Linear Regression with Gradient Descent

Here is a very simple example of testing gradient descent if it could optimize linear regression model containing only one feature

TEST_METHOD(TestGradientDescentEvaluation1Feature)
{
1    EasyNN::CostFunctionMSE costFunction{ std::make_unique<EasyNN::LinearRegression>() };
2    std::vector<double> parameters{ 0, 0};
3    std::vector<std::vector<double>> x = { {0}, {1}, {2}, {3}, {4} };
4    std::vector<double> y = { 1, 3, 5, 7, 9};
5
6    runGD(x, y, costFunction, 0.1, 1.0E-9, parameters);
7
8    std::vector<double> expectedParameters{1, 2};
9    Assert::IsTrue(std::equal(std::begin(parameters), std::end(parameters), std::begin(expectedParameters), 
10        [](double a, double b) {
11            return std::abs(a - b) < 0.001; 
12        }));
}

We define a cost function for linear regression (line 1), instantiate the parameters with zeros (lines 2), create a feature matrix with 5 samples of data with each row containing a feature vector consisting of a single feature value (line 3), next we provide the measured values (line 4). Next, we run gradient descent (runGD is a simple helper function in EasyNN tests project) passing it the feature matrix, measured values, cost function, learning rate of 0.1, stopping threshold of 1.0E-9 and the model parameters (line 6). The expected model parameters are [1, 2] (line 8). Finally, we compare the model parameters returned by GD and the expected parameters (std::abs(a - b) < 0.001 is to account for precision errors).

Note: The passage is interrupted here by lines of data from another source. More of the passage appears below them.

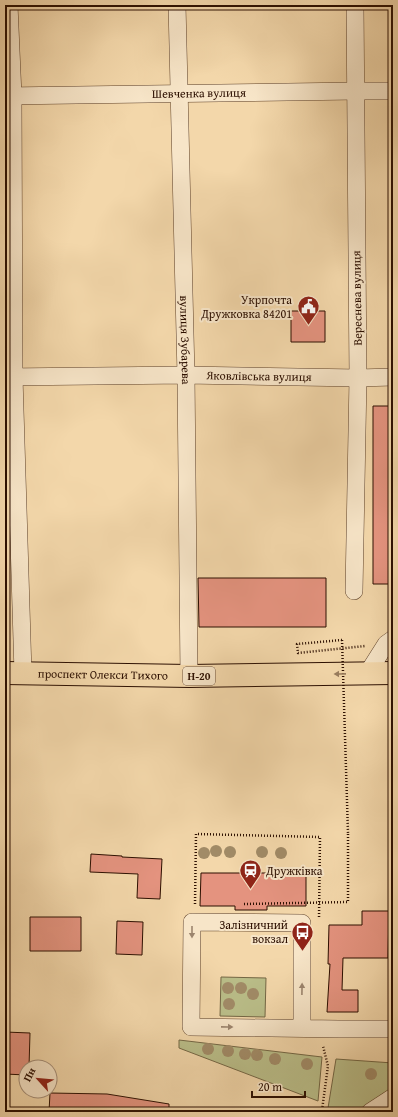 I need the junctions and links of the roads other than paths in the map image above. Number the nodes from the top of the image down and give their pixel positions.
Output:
1 (9, 5) edge
2 (176, 5) edge
3 (355, 5) edge
4 (355, 91) junction
5 (393, 92) edge
6 (178, 94) junction
7 (9, 96) edge
8 (186, 375) junction
9 (10, 377) edge
10 (393, 377) edge
11 (358, 378) junction
12 (354, 591) dead end
13 (389, 641) edge
14 (14, 673) edge
15 (393, 673) edge
16 (367, 674) junction
17 (189, 676) junction
18 (302, 1028) junction
19 (393, 1029) edge
20 (393, 1097) edge
21 (370, 1112) edge

1 - 7 street
2 - 6 street, вулиця Зубарева
3 - 4 street, Вереснева вулиця
4 - 5 street, Шевченка вулиця
4 - 6 street, Шевченка вулиця
4 - 11 street, Вереснева вулиця
6 - 7 street, Шевченка вулиця
6 - 8 street, вулиця Зубарева
7 - 9 street
8 - 9 street, Яковлівська вулиця
8 - 11 street, Яковлівська вулиця
8 - 17 street, вулиця Зубарева
9 - 14 street
10 - 11 street, Яковлівська вулиця
11 - 12 street, Вереснева вулиця
13 - 16 street
14 - 17 main road, проспект Олекси Тихого / Н-20
15 - 16 main road, проспект Олекси Тихого / Н-20
16 -> 17 main road, проспект Олекси Тихого / Н-20
18 -> 18 street
18 - 19 street
20 - 21 street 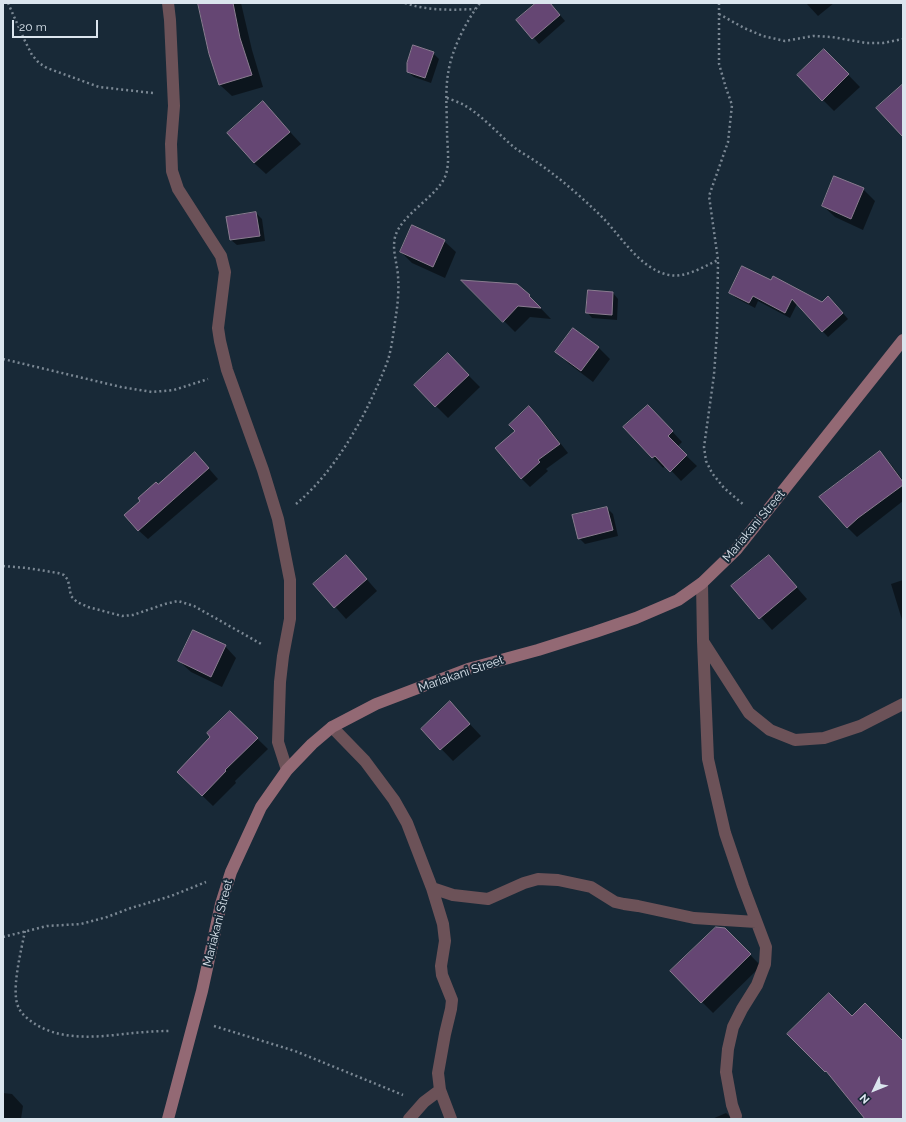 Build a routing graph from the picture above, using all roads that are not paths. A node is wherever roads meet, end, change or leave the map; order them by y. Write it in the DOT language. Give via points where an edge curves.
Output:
graph roads {
  1 [pos="168,3"];
  2 [pos="903,340"];
  3 [pos="702,583"];
  4 [pos="703,641"];
  5 [pos="903,704"];
  6 [pos="332,727"];
  7 [pos="287,770"];
  8 [pos="432,888"];
  9 [pos="756,922"];
  10 [pos="440,1090"];
  11 [pos="736,1116"];
  12 [pos="168,1119"];
  13 [pos="409,1119"];
  14 [pos="451,1119"];
  1 -- 7 [label="street" via="174,106 172,171 178,189 221,256 225,272 218,328 227,370 278,519 290,580 290,619 283,656 278,742"];
  2 -- 3 [label="street, Mariakani Street" via="761,520 736,550"];
  3 -- 4 [label="street"];
  3 -- 6 [label="street, Mariakani Street" via="678,600 636,618 538,650 468,669 376,704"];
  4 -- 5 [label="street" via="749,713 770,730 795,740 824,738 860,726"];
  4 -- 9 [label="street" via="708,759 725,833"];
  6 -- 7 [label="street, Mariakani Street"];
  6 -- 8 [label="street" via="365,761 394,800 407,823"];
  7 -- 12 [label="street, Mariakani Street" via="261,807 231,872"];
  8 -- 9 [label="street" via="453,895 488,899 538,879 558,880 591,887 615,902 624,904 694,918"];
  8 -- 10 [label="street" via="443,924 445,941 442,976 452,1000 438,1073"];
  9 -- 11 [label="street" via="766,947 765,964 733,1028 728,1049 726,1072"];
  10 -- 13 [label="street" via="424,1102"];
  10 -- 14 [label="street"];
}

Generating dynamic data and comparing results with TensorFlow

TEST_METHOD(TestGradientDescentEvaluation2FeaturesLiveData) {
   EasyNN::CostFunctionMSE costFunction{std::make_unique<EasyNN::LinearRegression>()};
   std::vector<double> parameters { 0.0, 0.0, 0.0 };
   std::vector<std::vector<double>> X;
   std::vector<double> y;
   EasyNNPyPlugin::DataChannel::getRegressionData(X, y, 100, 2, 100);
6
   runGD(X, y, costFunction, 0.07, 1.0E-9, parameters);
   auto expectedParameters = EasyNNPyPlugin::Algorithms::RunGD(X, y, 3);
9
  EasyNNPyPlugin::Plots::CompareHypothesis(X, y, parameters, expectedParameters);
  auto MSE = EasyNN::CostFunctionMSE{ std::make_unique<EasyNN::LinearRegression>() }.evaluate(X, y, parameters);
  auto MSEExpected = EasyNN::CostFunctionMSE{ std::make_unique<EasyNN::LinearRegression>() }.evaluate(X, y, expectedParameters);
  Assert::IsTrue(abs(abs(MSE - MSEExpected) / MSEExpected) < 0.001);
}

The test above is exactly the same as the last test, however, the key difference is that it uses EasyNNPyPlugin to retrieve dynamically generated data (line 5). The parameters to getRegressionData() are the feature matrix, measurement vector, number of samples, number of features and the dispersion of the data. We get the EasyNN GD results in line 7. Line 8 fetches the references results from TensorFlow. Line 10 also shows that we can use EasyNNPyPlugin to plot the graphs to visualize the results.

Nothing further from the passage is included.